— Да как донесем-то его? Придется позвать тягача…
Мефодий молча обернулся побуревшим от крови лицом: так и есть, Сынков уселся у костра. Догадался Мефодий по блуждающей улыбке старика, что запала ему в голову какая-то непостижимая дурость. Отвернулся, подергивая удочку.
— Или придется топором рубить на куски…
— Да кого же, черт возьми?!
— Кита, кого же больше.
— Ну, дед, ты совсем съехал с круга. Какой же кит в пресной воде?
— То-то и оно, откуда тут киту быть? Разве что с перепугу от китобоев мог заскочить? Не только в пресную, а и в кипящую воду кинешься…
«Что ему надо? И сам, кажется, уж не знает», — думал Мефодий. Старик вызывал не только раздражение, но и жалость. Непонятно было Мефодию, почему Филипп не уходит на покой, — может, с дровами трудно? С кормом для коровы?
— Увидишь Токина, скажи: велел я привезти тебе машину дров… он знает каких. Года уж не те у вас с Аленой… Трудно по земле ходить, а?
— Какой уж я работник на земле… пыль и та слетает с ног…
— Иди, покуда я не передумал…
— А то что будет? — совсем по-детски спросил Филипп.
Он разулся, развесил на рогульки свои портянки. И уж больше не замечал Кулаткина. Покликал волкодава Битка и стал выбирать клещей из его ушей, кидая их в огонь.

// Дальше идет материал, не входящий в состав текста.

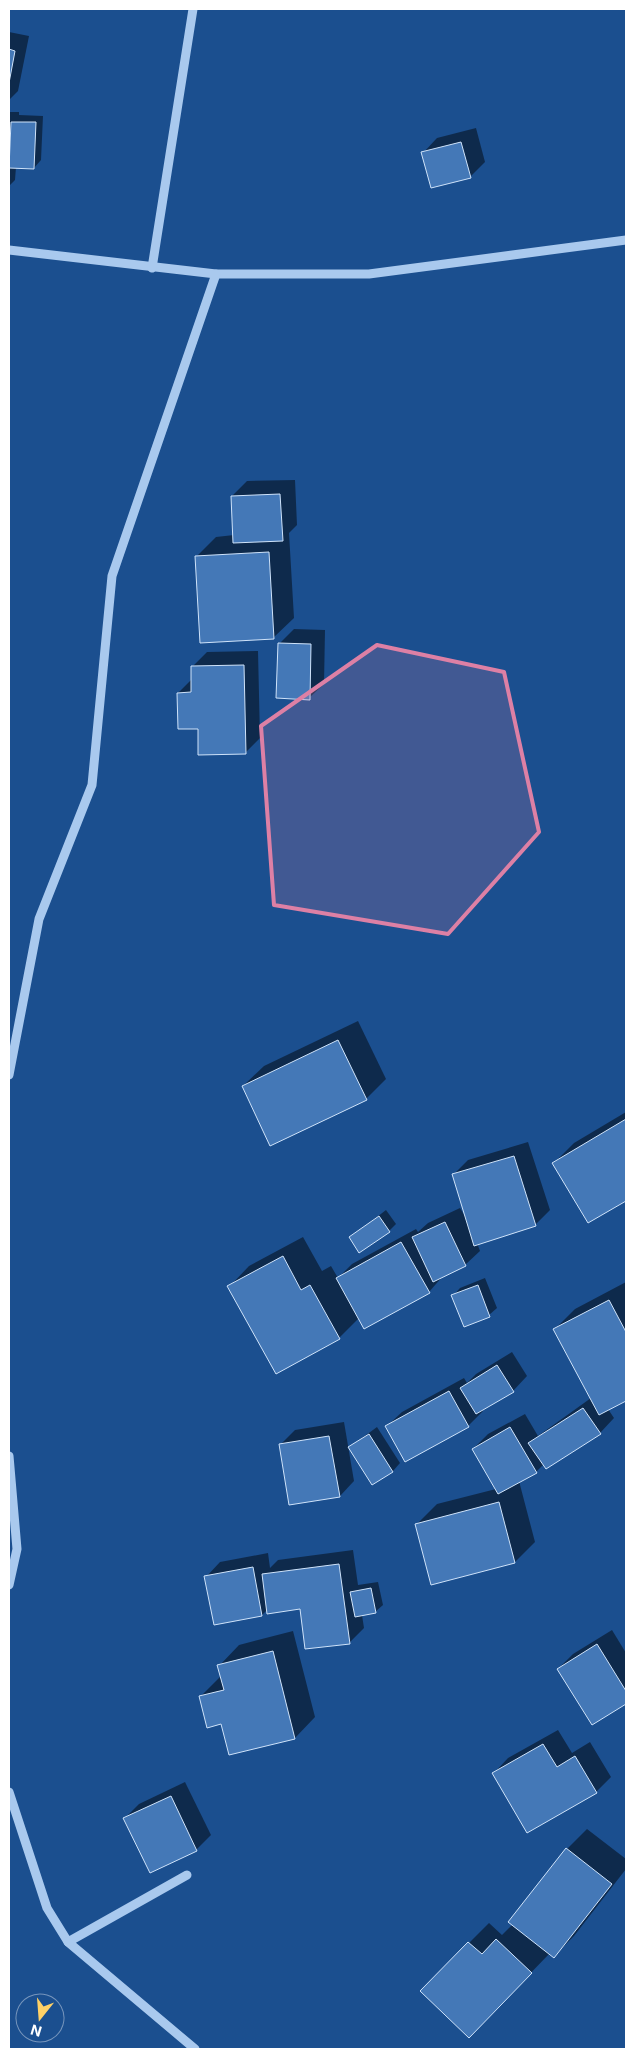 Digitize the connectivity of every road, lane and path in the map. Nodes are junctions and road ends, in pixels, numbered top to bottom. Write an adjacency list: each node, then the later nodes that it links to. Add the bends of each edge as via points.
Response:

Подошла к Филиппу его напарница Палага, развернула узелок. Пастухи сели завтракать. Мефодий наотмашь кинул удочку в камыш, развернул лодку и погреб домой. В детстве был бережливее: не бросал удочки, да еще с таким гневом.
Но гнев этот был мимолетен, как и непродолжительное желание посидеть с удочкой, по-детски отдаваясь рыбалке. В конторе треста Каналстроя ждали его дела: пришли новые рабочие, на одном участке экскаваторщики наткнулись на каменные глыбы, и их нужно было взрывать.
Едва сошли снега, Филипп Сынков спозаранку вышел на просяное поле посбирать комковые кисти. Летось запоздало вызрело, тяжело полегло просо, каждая кисть — на целую кашу для самого гвардейского едуна. Ранние снегопады помешали убрать урожай.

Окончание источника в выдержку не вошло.